Search the records below for "dead"; copy each line that has it.
○ ○ ○ ○
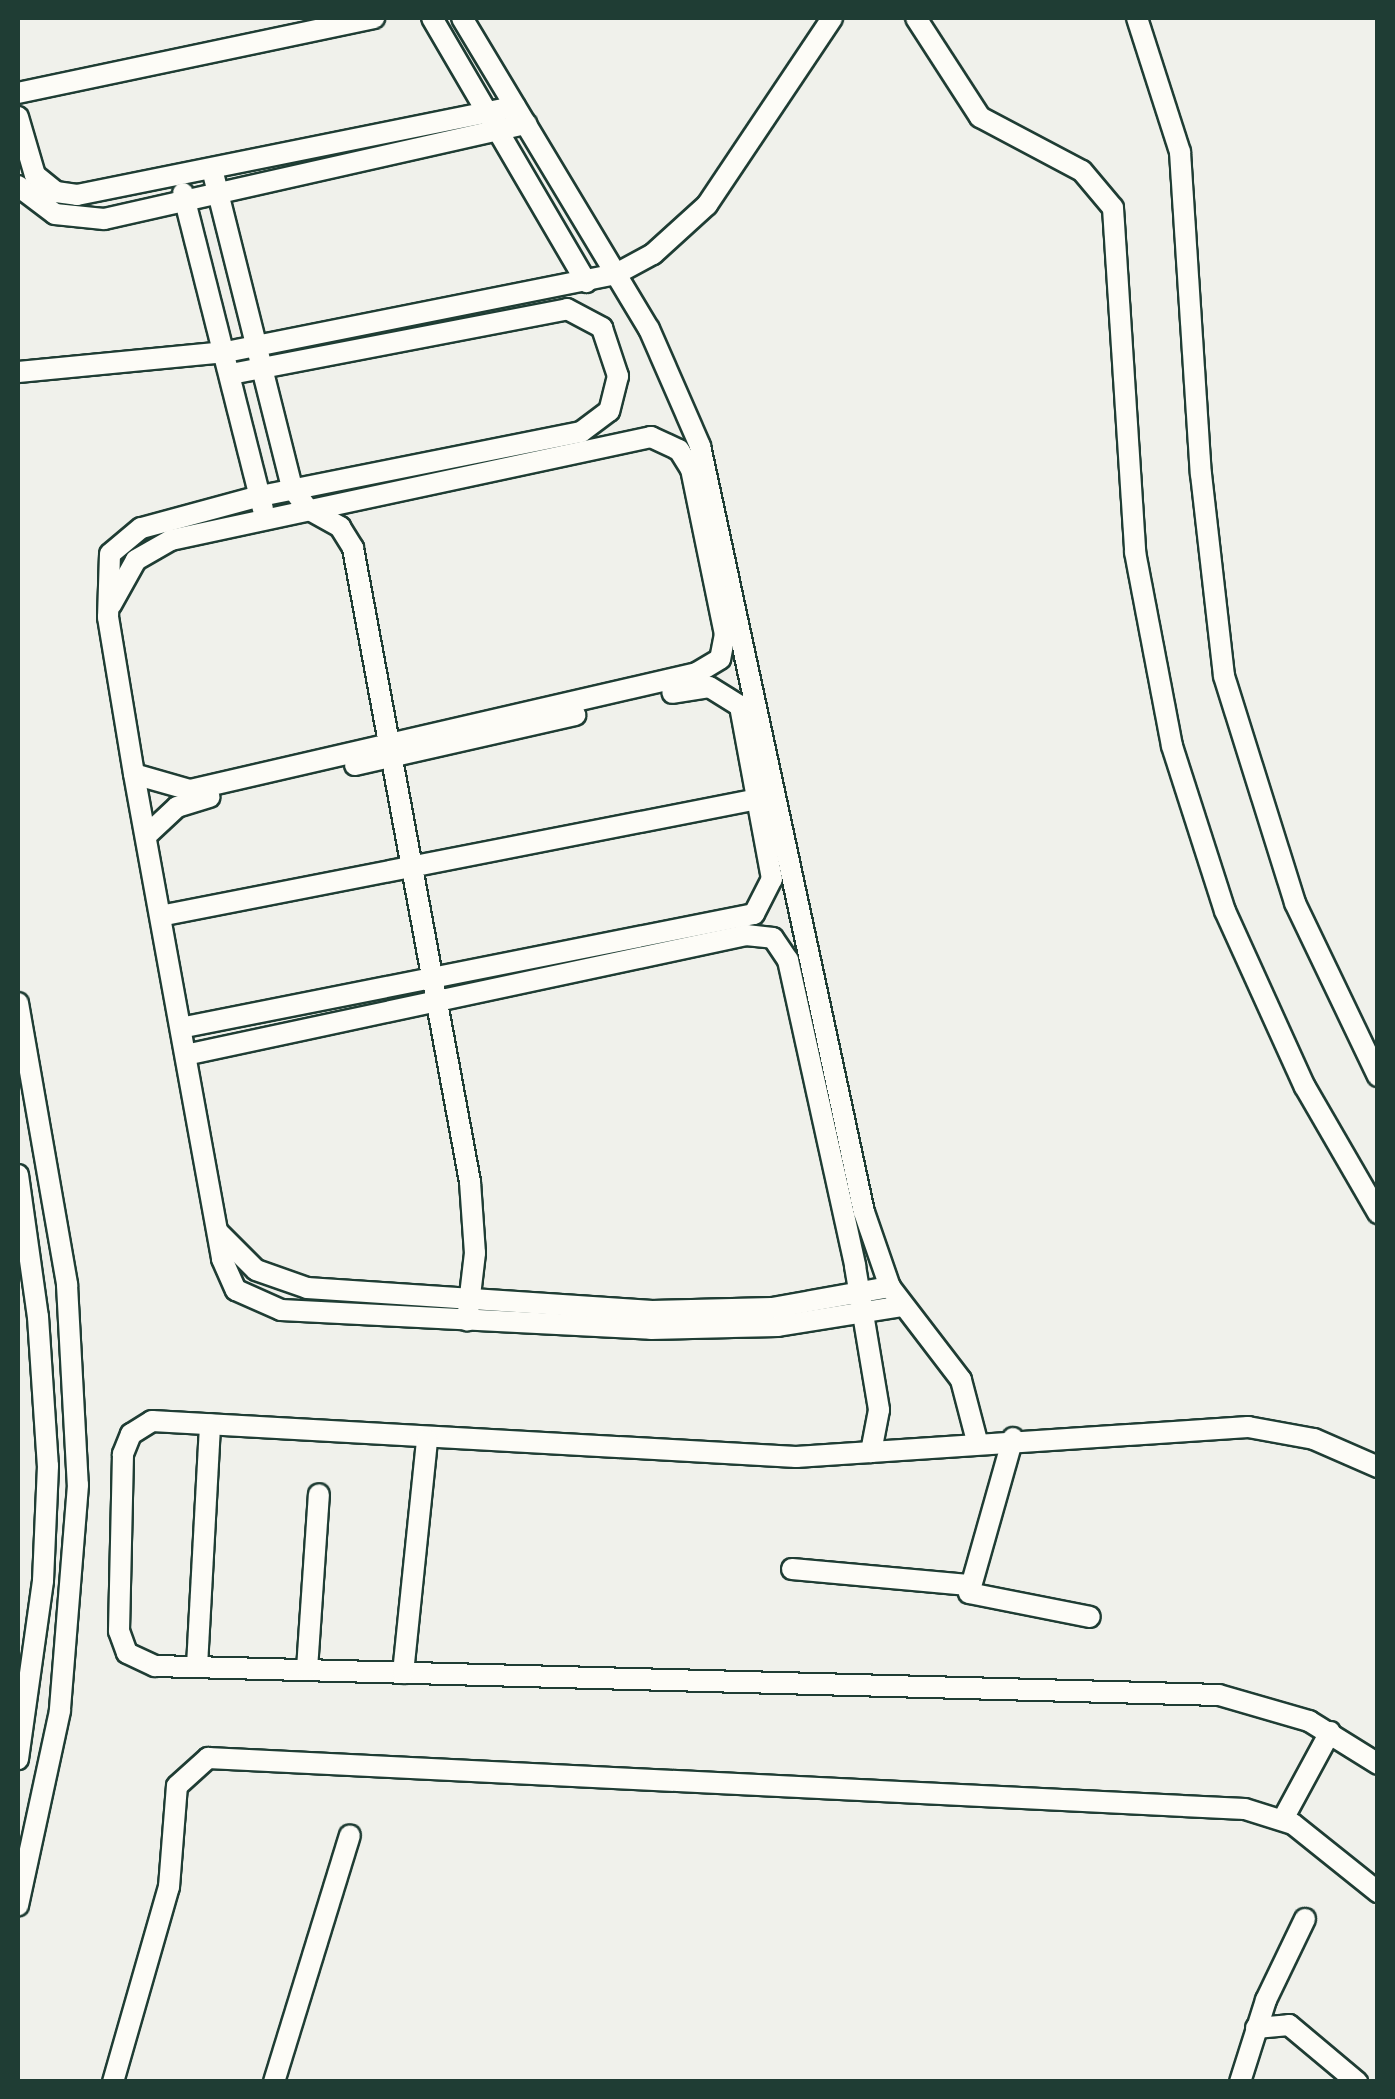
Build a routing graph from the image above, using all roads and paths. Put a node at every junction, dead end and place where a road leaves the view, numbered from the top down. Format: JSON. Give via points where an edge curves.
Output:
{"nodes":[{"id":1,"x":374,"y":18,"type":"edge"},
{"id":2,"x":432,"y":18,"type":"edge"},
{"id":3,"x":462,"y":18,"type":"edge"},
{"id":4,"x":832,"y":18,"type":"edge"},
{"id":5,"x":916,"y":18,"type":"edge"},
{"id":6,"x":1137,"y":18,"type":"edge"},
{"id":7,"x":18,"y":93,"type":"edge"},
{"id":8,"x":520,"y":115,"type":"junction"},
{"id":9,"x":18,"y":116,"type":"edge"},
{"id":10,"x":493,"y":122,"type":"junction"},
{"id":11,"x":212,"y":169,"type":"junction"},
{"id":12,"x":179,"y":177,"type":"junction"},
{"id":13,"x":18,"y":186,"type":"edge"},
{"id":14,"x":219,"y":195,"type":"junction"},
{"id":15,"x":186,"y":203,"type":"junction"},
{"id":16,"x":616,"y":274,"type":"junction"},
{"id":17,"x":586,"y":282,"type":"junction"},
{"id":18,"x":257,"y":345,"type":"junction"},
{"id":19,"x":226,"y":352,"type":"junction"},
{"id":20,"x":262,"y":367,"type":"junction"},
{"id":21,"x":50,"y":369,"type":"junction"},
{"id":22,"x":18,"y":372,"type":"edge"},
{"id":23,"x":231,"y":374,"type":"junction"},
{"id":24,"x":18,"y":380,"type":"edge"},
{"id":25,"x":292,"y":488,"type":"junction"},
{"id":26,"x":260,"y":496,"type":"junction"},
{"id":27,"x":308,"y":509,"type":"junction"},
{"id":28,"x":265,"y":518,"type":"junction"},
{"id":29,"x":108,"y":617,"type":"junction"},
{"id":30,"x":390,"y":750,"type":"junction"},
{"id":31,"x":134,"y":774,"type":"junction"},
{"id":32,"x":758,"y":798,"type":"junction"},
{"id":33,"x":147,"y":835,"type":"junction"},
{"id":34,"x":411,"y":867,"type":"junction"},
{"id":35,"x":165,"y":915,"type":"junction"},
{"id":36,"x":434,"y":992,"type":"junction"},
{"id":37,"x":18,"y":1002,"type":"edge"},
{"id":38,"x":185,"y":1027,"type":"junction"},
{"id":39,"x":190,"y":1054,"type":"junction"},
{"id":40,"x":1378,"y":1076,"type":"edge"},
{"id":41,"x":18,"y":1175,"type":"edge"},
{"id":42,"x":1378,"y":1213,"type":"edge"},
{"id":43,"x":218,"y":1230,"type":"junction"},
{"id":44,"x":890,"y":1287,"type":"junction"},
{"id":45,"x":862,"y":1303,"type":"junction"},
{"id":46,"x":901,"y":1306,"type":"junction"},
{"id":47,"x":470,"y":1310,"type":"junction"},
{"id":48,"x":210,"y":1424,"type":"junction"},
{"id":49,"x":1013,"y":1438,"type":"junction"},
{"id":50,"x":427,"y":1440,"type":"junction"},
{"id":51,"x":976,"y":1441,"type":"junction"},
{"id":52,"x":871,"y":1452,"type":"junction"},
{"id":53,"x":1378,"y":1468,"type":"edge"},
{"id":54,"x":319,"y":1494,"type":"dead end"},
{"id":55,"x":792,"y":1569,"type":"dead end"},
{"id":56,"x":968,"y":1585,"type":"junction"},
{"id":57,"x":1090,"y":1616,"type":"dead end"},
{"id":58,"x":197,"y":1666,"type":"junction"},
{"id":59,"x":307,"y":1669,"type":"junction"},
{"id":60,"x":403,"y":1673,"type":"junction"},
{"id":61,"x":1330,"y":1732,"type":"junction"},
{"id":62,"x":18,"y":1759,"type":"edge"},
{"id":63,"x":1378,"y":1764,"type":"edge"},
{"id":64,"x":1284,"y":1819,"type":"junction"},
{"id":65,"x":350,"y":1835,"type":"dead end"},
{"id":66,"x":1378,"y":1892,"type":"edge"},
{"id":67,"x":18,"y":1906,"type":"edge"},
{"id":68,"x":1306,"y":1920,"type":"dead end"},
{"id":69,"x":1256,"y":2028,"type":"junction"},
{"id":70,"x":113,"y":2082,"type":"edge"},
{"id":71,"x":274,"y":2082,"type":"edge"},
{"id":72,"x":1240,"y":2082,"type":"edge"},
{"id":73,"x":1357,"y":2082,"type":"edge"}],
"edges":[{"from":1,"to":7,"type":"street"},
{"from":2,"to":10,"type":"street"},
{"from":3,"to":8,"type":"street"},
{"from":4,"to":16,"type":"street","via":[[707,205],[653,254]]},
{"from":5,"to":42,"type":"street","via":[[980,117],[1082,171],[1113,208],[1135,552],[1172,746],[1225,910],[1305,1087]]},
{"from":6,"to":40,"type":"street","via":[[1168,96],[1180,152],[1200,474],[1224,676],[1295,904]]},
{"from":8,"to":10,"type":"street"},
{"from":8,"to":16,"type":"street"},
{"from":9,"to":12,"type":"street","via":[[31,167],[56,192]]},
{"from":10,"to":11,"type":"street"},
{"from":10,"to":14,"type":"street"},
{"from":10,"to":17,"type":"street"},
{"from":11,"to":12,"type":"street"},
{"from":11,"to":14,"type":"street"},
{"from":12,"to":15,"type":"street"},
{"from":13,"to":15,"type":"street","via":[[55,214],[88,220]]},
{"from":14,"to":15,"type":"street"},
{"from":14,"to":18,"type":"street"},
{"from":15,"to":19,"type":"street"},
{"from":16,"to":17,"type":"street"},
{"from":16,"to":44,"type":"street","via":[[664,357],[709,477],[856,1182]]},
{"from":17,"to":18,"type":"street"},
{"from":18,"to":19,"type":"street"},
{"from":18,"to":20,"type":"street"},
{"from":19,"to":21,"type":"street"},
{"from":19,"to":23,"type":"street"},
{"from":20,"to":23,"type":"street"},
{"from":20,"to":25,"type":"street"},
{"from":20,"to":25,"type":"street","via":[[567,309],[594,319],[617,363],[609,411],[581,432]]},
{"from":21,"to":22,"type":"street"},
{"from":21,"to":24,"type":"street"},
{"from":23,"to":26,"type":"street"},
{"from":25,"to":26,"type":"street"},
{"from":25,"to":27,"type":"street"},
{"from":26,"to":28,"type":"street"},
{"from":26,"to":29,"type":"street","via":[[121,540],[106,564]]},
{"from":27,"to":28,"type":"street"},
{"from":27,"to":30,"type":"street","via":[[340,526],[353,548]]},
{"from":27,"to":30,"type":"street","via":[[641,438],[670,443],[691,468],[725,634],[714,666]]},
{"from":28,"to":29,"type":"street","via":[[145,552],[120,581]]},
{"from":29,"to":31,"type":"street"},
{"from":30,"to":31,"type":"street","via":[[190,790]]},
{"from":30,"to":32,"type":"street","via":[[708,687],[740,706]]},
{"from":30,"to":33,"type":"street","via":[[190,802]]},
{"from":30,"to":34,"type":"street"},
{"from":31,"to":33,"type":"street"},
{"from":32,"to":34,"type":"street"},
{"from":32,"to":36,"type":"street","via":[[772,879],[754,914]]},
{"from":33,"to":35,"type":"street"},
{"from":34,"to":35,"type":"street"},
{"from":34,"to":36,"type":"street"},
{"from":35,"to":38,"type":"street"},
{"from":36,"to":38,"type":"street"},
{"from":36,"to":39,"type":"street"},
{"from":36,"to":45,"type":"street","via":[[746,935],[772,938],[788,960]]},
{"from":36,"to":47,"type":"street","via":[[473,1206]]},
{"from":37,"to":67,"type":"street","via":[[67,1286],[78,1486],[60,1710]]},
{"from":38,"to":39,"type":"street"},
{"from":39,"to":43,"type":"street"},
{"from":41,"to":62,"type":"street","via":[[38,1318],[48,1466],[43,1581]]},
{"from":43,"to":47,"type":"street","via":[[244,1262],[281,1282]]},
{"from":43,"to":47,"type":"street","via":[[227,1276],[264,1306]]},
{"from":44,"to":45,"type":"street"},
{"from":44,"to":46,"type":"street"},
{"from":45,"to":46,"type":"street"},
{"from":45,"to":47,"type":"street","via":[[736,1328]]},
{"from":45,"to":52,"type":"street","via":[[879,1410]]},
{"from":46,"to":51,"type":"street","via":[[954,1367]]},
{"from":48,"to":50,"type":"street"},
{"from":48,"to":58,"type":"street"},
{"from":48,"to":58,"type":"street","via":[[144,1424],[123,1454],[120,1639],[140,1663]]},
{"from":49,"to":51,"type":"street"},
{"from":49,"to":53,"type":"street","via":[[1248,1427],[1314,1439]]},
{"from":49,"to":56,"type":"street"},
{"from":50,"to":52,"type":"street","via":[[796,1456]]},
{"from":50,"to":60,"type":"street"},
{"from":51,"to":52,"type":"street"},
{"from":54,"to":59,"type":"street"},
{"from":55,"to":56,"type":"street"},
{"from":56,"to":57,"type":"street","via":[[976,1598]]},
{"from":58,"to":59,"type":"street"},
{"from":59,"to":60,"type":"street"},
{"from":60,"to":61,"type":"street","via":[[1219,1695]]},
{"from":61,"to":63,"type":"street"},
{"from":61,"to":64,"type":"street"},
{"from":64,"to":66,"type":"street"},
{"from":64,"to":70,"type":"street","via":[[1246,1809],[208,1758],[177,1786],[169,1887]]},
{"from":65,"to":71,"type":"street"},
{"from":68,"to":69,"type":"street"},
{"from":69,"to":72,"type":"street"},
{"from":69,"to":73,"type":"street","via":[[1289,2025]]}]}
○ ○ ○ ○
FINISHED TASK.
Build a routing graph from the image above, using all roads and paths. Put a node at every junction, dead end and place where a road leaves the view, numbered from the top down. Format: JSON. Give via points where an edge curves.
{"id":54,"x":319,"y":1494,"type":"dead end"},
{"id":55,"x":792,"y":1569,"type":"dead end"},
{"id":57,"x":1090,"y":1616,"type":"dead end"},
{"id":65,"x":350,"y":1835,"type":"dead end"},
{"id":68,"x":1306,"y":1920,"type":"dead end"},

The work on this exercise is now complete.